[Items from a dataset]
......

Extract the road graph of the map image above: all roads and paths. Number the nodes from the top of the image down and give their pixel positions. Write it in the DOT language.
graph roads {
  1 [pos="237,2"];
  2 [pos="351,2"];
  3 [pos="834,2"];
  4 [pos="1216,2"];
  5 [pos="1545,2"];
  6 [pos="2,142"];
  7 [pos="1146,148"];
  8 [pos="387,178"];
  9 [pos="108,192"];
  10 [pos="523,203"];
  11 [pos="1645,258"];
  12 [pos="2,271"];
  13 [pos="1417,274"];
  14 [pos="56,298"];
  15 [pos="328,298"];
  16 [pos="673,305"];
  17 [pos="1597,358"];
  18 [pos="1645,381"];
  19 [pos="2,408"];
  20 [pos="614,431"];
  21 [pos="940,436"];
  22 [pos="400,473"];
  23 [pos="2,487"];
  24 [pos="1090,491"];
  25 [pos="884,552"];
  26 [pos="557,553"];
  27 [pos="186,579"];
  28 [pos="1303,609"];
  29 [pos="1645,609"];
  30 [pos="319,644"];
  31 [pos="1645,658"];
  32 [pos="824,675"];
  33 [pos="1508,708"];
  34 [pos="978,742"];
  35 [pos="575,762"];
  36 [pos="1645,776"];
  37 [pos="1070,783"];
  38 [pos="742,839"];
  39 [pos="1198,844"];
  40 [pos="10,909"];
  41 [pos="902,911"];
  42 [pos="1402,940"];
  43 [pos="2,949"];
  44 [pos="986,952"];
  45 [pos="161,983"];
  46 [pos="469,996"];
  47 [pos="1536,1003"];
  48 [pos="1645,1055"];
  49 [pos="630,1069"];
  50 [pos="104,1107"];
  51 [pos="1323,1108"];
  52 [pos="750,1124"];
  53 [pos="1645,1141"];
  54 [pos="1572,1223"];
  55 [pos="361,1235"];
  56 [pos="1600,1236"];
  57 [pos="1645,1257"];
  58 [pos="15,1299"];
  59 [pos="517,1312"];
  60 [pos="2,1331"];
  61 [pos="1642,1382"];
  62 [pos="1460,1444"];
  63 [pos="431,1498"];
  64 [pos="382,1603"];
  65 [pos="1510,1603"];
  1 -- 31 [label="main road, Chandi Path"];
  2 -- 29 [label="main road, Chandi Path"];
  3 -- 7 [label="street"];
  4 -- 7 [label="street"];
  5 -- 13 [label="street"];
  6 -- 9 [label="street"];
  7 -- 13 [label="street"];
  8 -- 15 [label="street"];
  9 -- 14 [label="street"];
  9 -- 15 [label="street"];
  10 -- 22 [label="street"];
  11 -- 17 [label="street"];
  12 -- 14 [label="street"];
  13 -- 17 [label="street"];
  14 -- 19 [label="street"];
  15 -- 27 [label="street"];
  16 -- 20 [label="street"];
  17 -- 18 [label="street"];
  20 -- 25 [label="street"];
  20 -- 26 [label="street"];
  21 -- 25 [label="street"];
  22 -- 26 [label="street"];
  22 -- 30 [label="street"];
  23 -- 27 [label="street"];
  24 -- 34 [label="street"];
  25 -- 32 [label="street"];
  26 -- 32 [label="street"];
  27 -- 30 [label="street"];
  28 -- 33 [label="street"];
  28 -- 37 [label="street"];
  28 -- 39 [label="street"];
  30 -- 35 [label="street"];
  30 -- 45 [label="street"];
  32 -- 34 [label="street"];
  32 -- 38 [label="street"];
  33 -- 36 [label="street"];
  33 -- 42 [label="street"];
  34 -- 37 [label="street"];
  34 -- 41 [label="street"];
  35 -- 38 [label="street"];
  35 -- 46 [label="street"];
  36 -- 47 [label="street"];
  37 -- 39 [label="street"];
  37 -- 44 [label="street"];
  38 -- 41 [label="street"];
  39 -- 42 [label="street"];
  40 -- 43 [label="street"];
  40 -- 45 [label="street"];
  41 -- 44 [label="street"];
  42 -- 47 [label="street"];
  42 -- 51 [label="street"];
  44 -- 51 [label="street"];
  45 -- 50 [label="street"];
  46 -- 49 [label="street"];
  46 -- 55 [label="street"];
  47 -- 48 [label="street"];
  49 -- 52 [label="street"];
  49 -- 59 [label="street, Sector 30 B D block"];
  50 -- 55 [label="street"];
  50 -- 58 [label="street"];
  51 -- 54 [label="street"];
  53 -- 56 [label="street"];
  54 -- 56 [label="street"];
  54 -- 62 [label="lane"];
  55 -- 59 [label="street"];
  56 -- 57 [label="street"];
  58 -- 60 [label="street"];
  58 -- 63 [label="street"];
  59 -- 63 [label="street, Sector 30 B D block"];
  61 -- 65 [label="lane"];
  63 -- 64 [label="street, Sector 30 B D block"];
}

......

ACTIVITY.
Repeat the whole of the data verbatim, as it reads above.

OUTPUT.
Extract the road graph of the map image above: all roads and paths. Number the nodes from the top of the image down and give their pixel positions. Write it in the DOT language.
graph roads {
  1 [pos="237,2"];
  2 [pos="351,2"];
  3 [pos="834,2"];
  4 [pos="1216,2"];
  5 [pos="1545,2"];
  6 [pos="2,142"];
  7 [pos="1146,148"];
  8 [pos="387,178"];
  9 [pos="108,192"];
  10 [pos="523,203"];
  11 [pos="1645,258"];
  12 [pos="2,271"];
  13 [pos="1417,274"];
  14 [pos="56,298"];
  15 [pos="328,298"];
  16 [pos="673,305"];
  17 [pos="1597,358"];
  18 [pos="1645,381"];
  19 [pos="2,408"];
  20 [pos="614,431"];
  21 [pos="940,436"];
  22 [pos="400,473"];
  23 [pos="2,487"];
  24 [pos="1090,491"];
  25 [pos="884,552"];
  26 [pos="557,553"];
  27 [pos="186,579"];
  28 [pos="1303,609"];
  29 [pos="1645,609"];
  30 [pos="319,644"];
  31 [pos="1645,658"];
  32 [pos="824,675"];
  33 [pos="1508,708"];
  34 [pos="978,742"];
  35 [pos="575,762"];
  36 [pos="1645,776"];
  37 [pos="1070,783"];
  38 [pos="742,839"];
  39 [pos="1198,844"];
  40 [pos="10,909"];
  41 [pos="902,911"];
  42 [pos="1402,940"];
  43 [pos="2,949"];
  44 [pos="986,952"];
  45 [pos="161,983"];
  46 [pos="469,996"];
  47 [pos="1536,1003"];
  48 [pos="1645,1055"];
  49 [pos="630,1069"];
  50 [pos="104,1107"];
  51 [pos="1323,1108"];
  52 [pos="750,1124"];
  53 [pos="1645,1141"];
  54 [pos="1572,1223"];
  55 [pos="361,1235"];
  56 [pos="1600,1236"];
  57 [pos="1645,1257"];
  58 [pos="15,1299"];
  59 [pos="517,1312"];
  60 [pos="2,1331"];
  61 [pos="1642,1382"];
  62 [pos="1460,1444"];
  63 [pos="431,1498"];
  64 [pos="382,1603"];
  65 [pos="1510,1603"];
  1 -- 31 [label="main road, Chandi Path"];
  2 -- 29 [label="main road, Chandi Path"];
  3 -- 7 [label="street"];
  4 -- 7 [label="street"];
  5 -- 13 [label="street"];
  6 -- 9 [label="street"];
  7 -- 13 [label="street"];
  8 -- 15 [label="street"];
  9 -- 14 [label="street"];
  9 -- 15 [label="street"];
  10 -- 22 [label="street"];
  11 -- 17 [label="street"];
  12 -- 14 [label="street"];
  13 -- 17 [label="street"];
  14 -- 19 [label="street"];
  15 -- 27 [label="street"];
  16 -- 20 [label="street"];
  17 -- 18 [label="street"];
  20 -- 25 [label="street"];
  20 -- 26 [label="street"];
  21 -- 25 [label="street"];
  22 -- 26 [label="street"];
  22 -- 30 [label="street"];
  23 -- 27 [label="street"];
  24 -- 34 [label="street"];
  25 -- 32 [label="street"];
  26 -- 32 [label="street"];
  27 -- 30 [label="street"];
  28 -- 33 [label="street"];
  28 -- 37 [label="street"];
  28 -- 39 [label="street"];
  30 -- 35 [label="street"];
  30 -- 45 [label="street"];
  32 -- 34 [label="street"];
  32 -- 38 [label="street"];
  33 -- 36 [label="street"];
  33 -- 42 [label="street"];
  34 -- 37 [label="street"];
  34 -- 41 [label="street"];
  35 -- 38 [label="street"];
  35 -- 46 [label="street"];
  36 -- 47 [label="street"];
  37 -- 39 [label="street"];
  37 -- 44 [label="street"];
  38 -- 41 [label="street"];
  39 -- 42 [label="street"];
  40 -- 43 [label="street"];
  40 -- 45 [label="street"];
  41 -- 44 [label="street"];
  42 -- 47 [label="street"];
  42 -- 51 [label="street"];
  44 -- 51 [label="street"];
  45 -- 50 [label="street"];
  46 -- 49 [label="street"];
  46 -- 55 [label="street"];
  47 -- 48 [label="street"];
  49 -- 52 [label="street"];
  49 -- 59 [label="street, Sector 30 B D block"];
  50 -- 55 [label="street"];
  50 -- 58 [label="street"];
  51 -- 54 [label="street"];
  53 -- 56 [label="street"];
  54 -- 56 [label="street"];
  54 -- 62 [label="lane"];
  55 -- 59 [label="street"];
  56 -- 57 [label="street"];
  58 -- 60 [label="street"];
  58 -- 63 [label="street"];
  59 -- 63 [label="street, Sector 30 B D block"];
  61 -- 65 [label="lane"];
  63 -- 64 [label="street, Sector 30 B D block"];
}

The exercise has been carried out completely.